Stored data entries

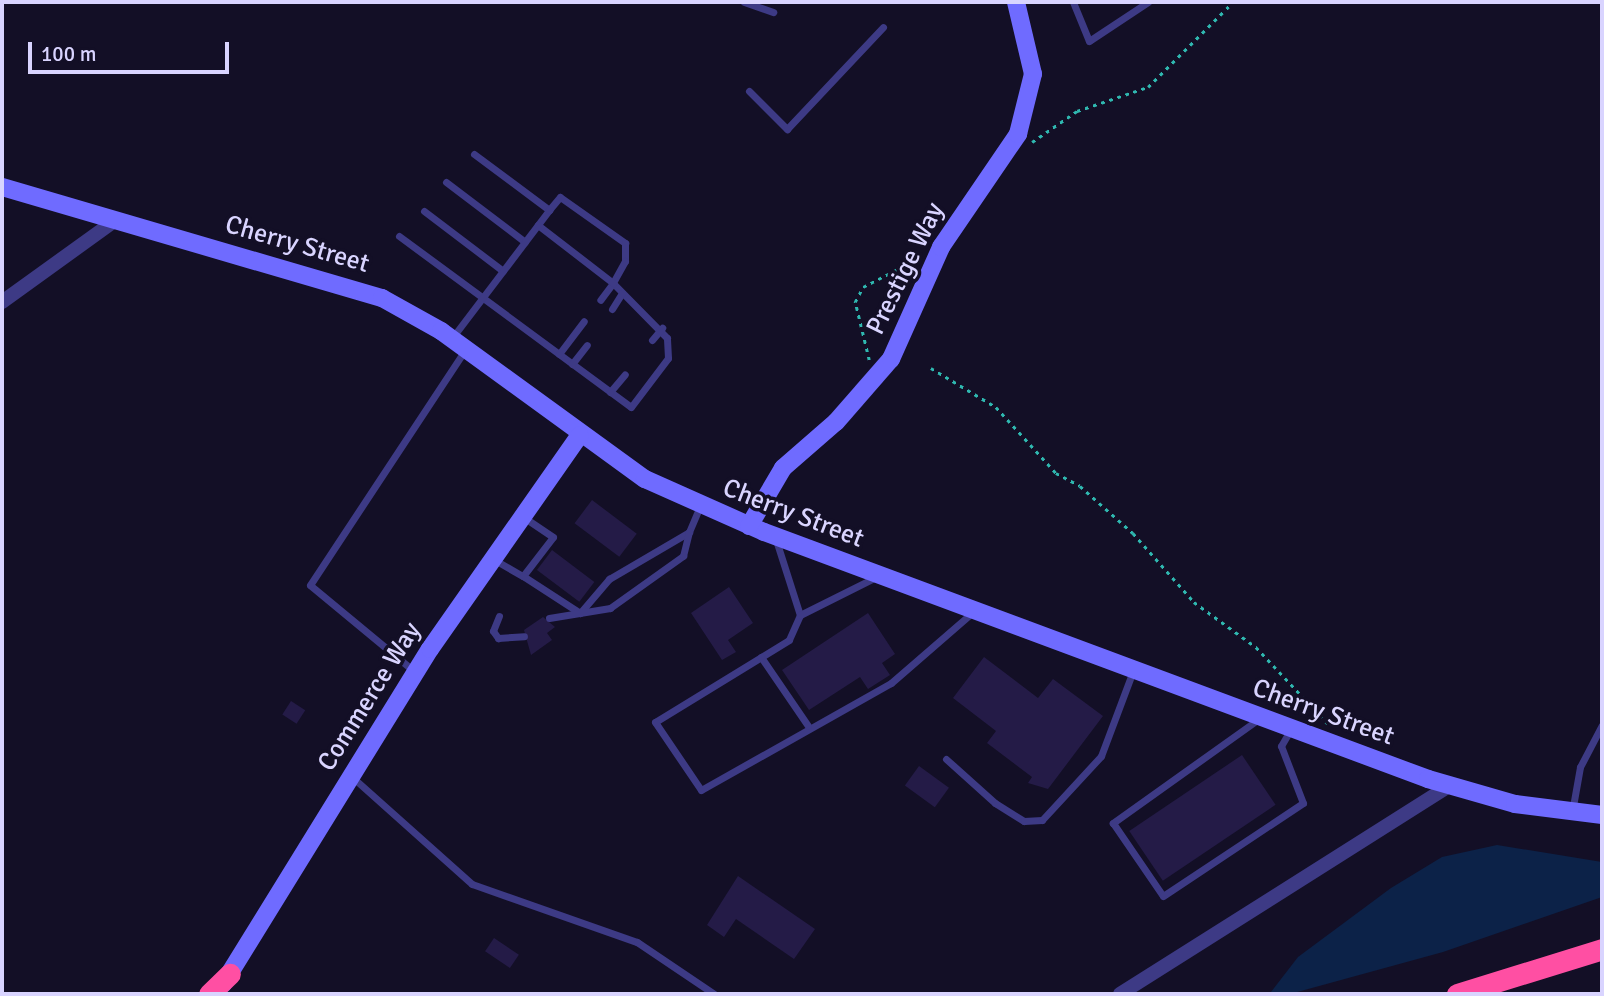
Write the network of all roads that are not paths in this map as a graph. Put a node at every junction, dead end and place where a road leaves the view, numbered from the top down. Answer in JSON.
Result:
{"nodes":[{"id":1,"x":744,"y":2,"type":"edge"},
{"id":2,"x":1016,"y":2,"type":"edge"},
{"id":3,"x":1073,"y":2,"type":"edge"},
{"id":4,"x":1148,"y":2,"type":"edge"},
{"id":5,"x":773,"y":12,"type":"dead end"},
{"id":6,"x":883,"y":27,"type":"dead end"},
{"id":7,"x":749,"y":91,"type":"dead end"},
{"id":8,"x":474,"y":154,"type":"dead end"},
{"id":9,"x":446,"y":182,"type":"dead end"},
{"id":10,"x":2,"y":187,"type":"edge"},
{"id":11,"x":550,"y":210,"type":"junction"},
{"id":12,"x":424,"y":211,"type":"dead end"},
{"id":13,"x":113,"y":222,"type":"junction"},
{"id":14,"x":538,"y":225,"type":"junction"},
{"id":15,"x":399,"y":236,"type":"dead end"},
{"id":16,"x":525,"y":242,"type":"junction"},
{"id":17,"x":503,"y":271,"type":"junction"},
{"id":18,"x":613,"y":283,"type":"junction"},
{"id":19,"x":622,"y":293,"type":"junction"},
{"id":20,"x":482,"y":299,"type":"junction"},
{"id":21,"x":600,"y":300,"type":"dead end"},
{"id":22,"x":2,"y":302,"type":"edge"},
{"id":23,"x":612,"y":309,"type":"dead end"},
{"id":24,"x":584,"y":321,"type":"dead end"},
{"id":25,"x":662,"y":328,"type":"junction"},
{"id":26,"x":652,"y":340,"type":"dead end"},
{"id":27,"x":458,"y":344,"type":"junction"},
{"id":28,"x":587,"y":345,"type":"dead end"},
{"id":29,"x":559,"y":354,"type":"junction"},
{"id":30,"x":572,"y":364,"type":"junction"},
{"id":31,"x":625,"y":374,"type":"dead end"},
{"id":32,"x":611,"y":392,"type":"junction"},
{"id":33,"x":580,"y":435,"type":"junction"},
{"id":34,"x":701,"y":506,"type":"junction"},
{"id":35,"x":523,"y":516,"type":"junction"},
{"id":36,"x":749,"y":526,"type":"junction"},
{"id":37,"x":688,"y":532,"type":"junction"},
{"id":38,"x":775,"y":536,"type":"junction"},
{"id":39,"x":492,"y":559,"type":"junction"},
{"id":40,"x":880,"y":575,"type":"junction"},
{"id":41,"x":523,"y":576,"type":"junction"},
{"id":42,"x":975,"y":610,"type":"junction"},
{"id":43,"x":580,"y":613,"type":"junction"},
{"id":44,"x":800,"y":615,"type":"junction"},
{"id":45,"x":499,"y":616,"type":"dead end"},
{"id":46,"x":549,"y":618,"type":"dead end"},
{"id":47,"x":524,"y":636,"type":"dead end"},
{"id":48,"x":761,"y":657,"type":"junction"},
{"id":49,"x":1133,"y":670,"type":"junction"},
{"id":50,"x":416,"y":673,"type":"junction"},
{"id":51,"x":1260,"y":717,"type":"junction"},
{"id":52,"x":1602,"y":724,"type":"edge"},
{"id":53,"x":808,"y":726,"type":"junction"},
{"id":54,"x":1291,"y":729,"type":"junction"},
{"id":55,"x":946,"y":759,"type":"dead end"},
{"id":56,"x":351,"y":776,"type":"junction"},
{"id":57,"x":1449,"y":786,"type":"junction"},
{"id":58,"x":1572,"y":813,"type":"junction"},
{"id":59,"x":1602,"y":815,"type":"edge"},
{"id":60,"x":1602,"y":949,"type":"edge"},
{"id":61,"x":230,"y":974,"type":"junction"},
{"id":62,"x":209,"y":994,"type":"edge"},
{"id":63,"x":217,"y":994,"type":"edge"},
{"id":64,"x":714,"y":994,"type":"edge"},
{"id":65,"x":1120,"y":994,"type":"edge"},
{"id":66,"x":1457,"y":994,"type":"edge"}],
"edges":[{"from":1,"to":5,"type":"lane"},
{"from":2,"to":36,"type":"main road","name":"Prestige Way"},
{"from":3,"to":4,"type":"lane"},
{"from":6,"to":7,"type":"lane"},
{"from":8,"to":11,"type":"lane"},
{"from":9,"to":16,"type":"lane"},
{"from":10,"to":13,"type":"main road","name":"Cherry Street"},
{"from":11,"to":14,"type":"lane"},
{"from":11,"to":18,"type":"lane"},
{"from":12,"to":17,"type":"lane"},
{"from":13,"to":22,"type":"street"},
{"from":13,"to":27,"type":"main road","name":"Cherry Street"},
{"from":14,"to":16,"type":"lane"},
{"from":14,"to":18,"type":"lane"},
{"from":15,"to":20,"type":"lane"},
{"from":16,"to":17,"type":"lane"},
{"from":17,"to":20,"type":"lane"},
{"from":18,"to":19,"type":"lane"},
{"from":18,"to":21,"type":"lane"},
{"from":19,"to":23,"type":"lane"},
{"from":19,"to":25,"type":"lane"},
{"from":20,"to":27,"type":"lane"},
{"from":20,"to":29,"type":"lane"},
{"from":24,"to":29,"type":"lane"},
{"from":25,"to":26,"type":"lane"},
{"from":25,"to":32,"type":"lane"},
{"from":27,"to":33,"type":"main road","name":"Cherry Street"},
{"from":27,"to":50,"type":"lane"},
{"from":28,"to":30,"type":"lane"},
{"from":29,"to":30,"type":"lane"},
{"from":30,"to":32,"type":"lane"},
{"from":31,"to":32,"type":"lane"},
{"from":33,"to":34,"type":"main road","name":"Cherry Street"},
{"from":33,"to":35,"type":"main road","name":"Commerce Way"},
{"from":34,"to":36,"type":"main road","name":"Cherry Street"},
{"from":34,"to":37,"type":"lane"},
{"from":35,"to":39,"type":"main road","name":"Commerce Way"},
{"from":35,"to":41,"type":"lane"},
{"from":36,"to":38,"type":"main road","name":"Cherry Street"},
{"from":37,"to":43,"type":"lane"},
{"from":37,"to":43,"type":"lane"},
{"from":38,"to":40,"type":"main road","name":"Cherry Street"},
{"from":38,"to":44,"type":"lane"},
{"from":39,"to":41,"type":"lane"},
{"from":39,"to":50,"type":"main road","name":"Commerce Way"},
{"from":40,"to":42,"type":"main road","name":"Cherry Street"},
{"from":40,"to":44,"type":"lane"},
{"from":41,"to":43,"type":"lane"},
{"from":42,"to":49,"type":"main road","name":"Cherry Street"},
{"from":42,"to":53,"type":"lane"},
{"from":43,"to":46,"type":"lane"},
{"from":44,"to":48,"type":"lane"},
{"from":45,"to":47,"type":"lane"},
{"from":48,"to":53,"type":"lane"},
{"from":48,"to":53,"type":"lane"},
{"from":49,"to":51,"type":"main road","name":"Cherry Street"},
{"from":49,"to":55,"type":"lane"},
{"from":50,"to":56,"type":"main road","name":"Commerce Way"},
{"from":51,"to":54,"type":"main road","name":"Cherry Street"},
{"from":51,"to":54,"type":"lane"},
{"from":52,"to":58,"type":"lane"},
{"from":54,"to":57,"type":"main road","name":"Cherry Street"},
{"from":56,"to":61,"type":"main road","name":"Commerce Way"},
{"from":56,"to":64,"type":"lane"},
{"from":57,"to":58,"type":"main road","name":"Cherry Street"},
{"from":57,"to":65,"type":"street"},
{"from":58,"to":59,"type":"main road","name":"Cherry Street"},
{"from":60,"to":66,"type":"highway"},
{"from":61,"to":62,"type":"highway"},
{"from":61,"to":63,"type":"main road","name":"Commerce Way"}]}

ACTIVITY: Go through the data and return every word of it verbatim, leaving out the pictures.

ANSWER SPACE:
Write the network of all roads that are not paths in this map as a graph. Put a node at every junction, dead end and place where a road leaves the view, numbered from the top down. Answer in JSON.
Result:
{"nodes":[{"id":1,"x":744,"y":2,"type":"edge"},
{"id":2,"x":1016,"y":2,"type":"edge"},
{"id":3,"x":1073,"y":2,"type":"edge"},
{"id":4,"x":1148,"y":2,"type":"edge"},
{"id":5,"x":773,"y":12,"type":"dead end"},
{"id":6,"x":883,"y":27,"type":"dead end"},
{"id":7,"x":749,"y":91,"type":"dead end"},
{"id":8,"x":474,"y":154,"type":"dead end"},
{"id":9,"x":446,"y":182,"type":"dead end"},
{"id":10,"x":2,"y":187,"type":"edge"},
{"id":11,"x":550,"y":210,"type":"junction"},
{"id":12,"x":424,"y":211,"type":"dead end"},
{"id":13,"x":113,"y":222,"type":"junction"},
{"id":14,"x":538,"y":225,"type":"junction"},
{"id":15,"x":399,"y":236,"type":"dead end"},
{"id":16,"x":525,"y":242,"type":"junction"},
{"id":17,"x":503,"y":271,"type":"junction"},
{"id":18,"x":613,"y":283,"type":"junction"},
{"id":19,"x":622,"y":293,"type":"junction"},
{"id":20,"x":482,"y":299,"type":"junction"},
{"id":21,"x":600,"y":300,"type":"dead end"},
{"id":22,"x":2,"y":302,"type":"edge"},
{"id":23,"x":612,"y":309,"type":"dead end"},
{"id":24,"x":584,"y":321,"type":"dead end"},
{"id":25,"x":662,"y":328,"type":"junction"},
{"id":26,"x":652,"y":340,"type":"dead end"},
{"id":27,"x":458,"y":344,"type":"junction"},
{"id":28,"x":587,"y":345,"type":"dead end"},
{"id":29,"x":559,"y":354,"type":"junction"},
{"id":30,"x":572,"y":364,"type":"junction"},
{"id":31,"x":625,"y":374,"type":"dead end"},
{"id":32,"x":611,"y":392,"type":"junction"},
{"id":33,"x":580,"y":435,"type":"junction"},
{"id":34,"x":701,"y":506,"type":"junction"},
{"id":35,"x":523,"y":516,"type":"junction"},
{"id":36,"x":749,"y":526,"type":"junction"},
{"id":37,"x":688,"y":532,"type":"junction"},
{"id":38,"x":775,"y":536,"type":"junction"},
{"id":39,"x":492,"y":559,"type":"junction"},
{"id":40,"x":880,"y":575,"type":"junction"},
{"id":41,"x":523,"y":576,"type":"junction"},
{"id":42,"x":975,"y":610,"type":"junction"},
{"id":43,"x":580,"y":613,"type":"junction"},
{"id":44,"x":800,"y":615,"type":"junction"},
{"id":45,"x":499,"y":616,"type":"dead end"},
{"id":46,"x":549,"y":618,"type":"dead end"},
{"id":47,"x":524,"y":636,"type":"dead end"},
{"id":48,"x":761,"y":657,"type":"junction"},
{"id":49,"x":1133,"y":670,"type":"junction"},
{"id":50,"x":416,"y":673,"type":"junction"},
{"id":51,"x":1260,"y":717,"type":"junction"},
{"id":52,"x":1602,"y":724,"type":"edge"},
{"id":53,"x":808,"y":726,"type":"junction"},
{"id":54,"x":1291,"y":729,"type":"junction"},
{"id":55,"x":946,"y":759,"type":"dead end"},
{"id":56,"x":351,"y":776,"type":"junction"},
{"id":57,"x":1449,"y":786,"type":"junction"},
{"id":58,"x":1572,"y":813,"type":"junction"},
{"id":59,"x":1602,"y":815,"type":"edge"},
{"id":60,"x":1602,"y":949,"type":"edge"},
{"id":61,"x":230,"y":974,"type":"junction"},
{"id":62,"x":209,"y":994,"type":"edge"},
{"id":63,"x":217,"y":994,"type":"edge"},
{"id":64,"x":714,"y":994,"type":"edge"},
{"id":65,"x":1120,"y":994,"type":"edge"},
{"id":66,"x":1457,"y":994,"type":"edge"}],
"edges":[{"from":1,"to":5,"type":"lane"},
{"from":2,"to":36,"type":"main road","name":"Prestige Way"},
{"from":3,"to":4,"type":"lane"},
{"from":6,"to":7,"type":"lane"},
{"from":8,"to":11,"type":"lane"},
{"from":9,"to":16,"type":"lane"},
{"from":10,"to":13,"type":"main road","name":"Cherry Street"},
{"from":11,"to":14,"type":"lane"},
{"from":11,"to":18,"type":"lane"},
{"from":12,"to":17,"type":"lane"},
{"from":13,"to":22,"type":"street"},
{"from":13,"to":27,"type":"main road","name":"Cherry Street"},
{"from":14,"to":16,"type":"lane"},
{"from":14,"to":18,"type":"lane"},
{"from":15,"to":20,"type":"lane"},
{"from":16,"to":17,"type":"lane"},
{"from":17,"to":20,"type":"lane"},
{"from":18,"to":19,"type":"lane"},
{"from":18,"to":21,"type":"lane"},
{"from":19,"to":23,"type":"lane"},
{"from":19,"to":25,"type":"lane"},
{"from":20,"to":27,"type":"lane"},
{"from":20,"to":29,"type":"lane"},
{"from":24,"to":29,"type":"lane"},
{"from":25,"to":26,"type":"lane"},
{"from":25,"to":32,"type":"lane"},
{"from":27,"to":33,"type":"main road","name":"Cherry Street"},
{"from":27,"to":50,"type":"lane"},
{"from":28,"to":30,"type":"lane"},
{"from":29,"to":30,"type":"lane"},
{"from":30,"to":32,"type":"lane"},
{"from":31,"to":32,"type":"lane"},
{"from":33,"to":34,"type":"main road","name":"Cherry Street"},
{"from":33,"to":35,"type":"main road","name":"Commerce Way"},
{"from":34,"to":36,"type":"main road","name":"Cherry Street"},
{"from":34,"to":37,"type":"lane"},
{"from":35,"to":39,"type":"main road","name":"Commerce Way"},
{"from":35,"to":41,"type":"lane"},
{"from":36,"to":38,"type":"main road","name":"Cherry Street"},
{"from":37,"to":43,"type":"lane"},
{"from":37,"to":43,"type":"lane"},
{"from":38,"to":40,"type":"main road","name":"Cherry Street"},
{"from":38,"to":44,"type":"lane"},
{"from":39,"to":41,"type":"lane"},
{"from":39,"to":50,"type":"main road","name":"Commerce Way"},
{"from":40,"to":42,"type":"main road","name":"Cherry Street"},
{"from":40,"to":44,"type":"lane"},
{"from":41,"to":43,"type":"lane"},
{"from":42,"to":49,"type":"main road","name":"Cherry Street"},
{"from":42,"to":53,"type":"lane"},
{"from":43,"to":46,"type":"lane"},
{"from":44,"to":48,"type":"lane"},
{"from":45,"to":47,"type":"lane"},
{"from":48,"to":53,"type":"lane"},
{"from":48,"to":53,"type":"lane"},
{"from":49,"to":51,"type":"main road","name":"Cherry Street"},
{"from":49,"to":55,"type":"lane"},
{"from":50,"to":56,"type":"main road","name":"Commerce Way"},
{"from":51,"to":54,"type":"main road","name":"Cherry Street"},
{"from":51,"to":54,"type":"lane"},
{"from":52,"to":58,"type":"lane"},
{"from":54,"to":57,"type":"main road","name":"Cherry Street"},
{"from":56,"to":61,"type":"main road","name":"Commerce Way"},
{"from":56,"to":64,"type":"lane"},
{"from":57,"to":58,"type":"main road","name":"Cherry Street"},
{"from":57,"to":65,"type":"street"},
{"from":58,"to":59,"type":"main road","name":"Cherry Street"},
{"from":60,"to":66,"type":"highway"},
{"from":61,"to":62,"type":"highway"},
{"from":61,"to":63,"type":"main road","name":"Commerce Way"}]}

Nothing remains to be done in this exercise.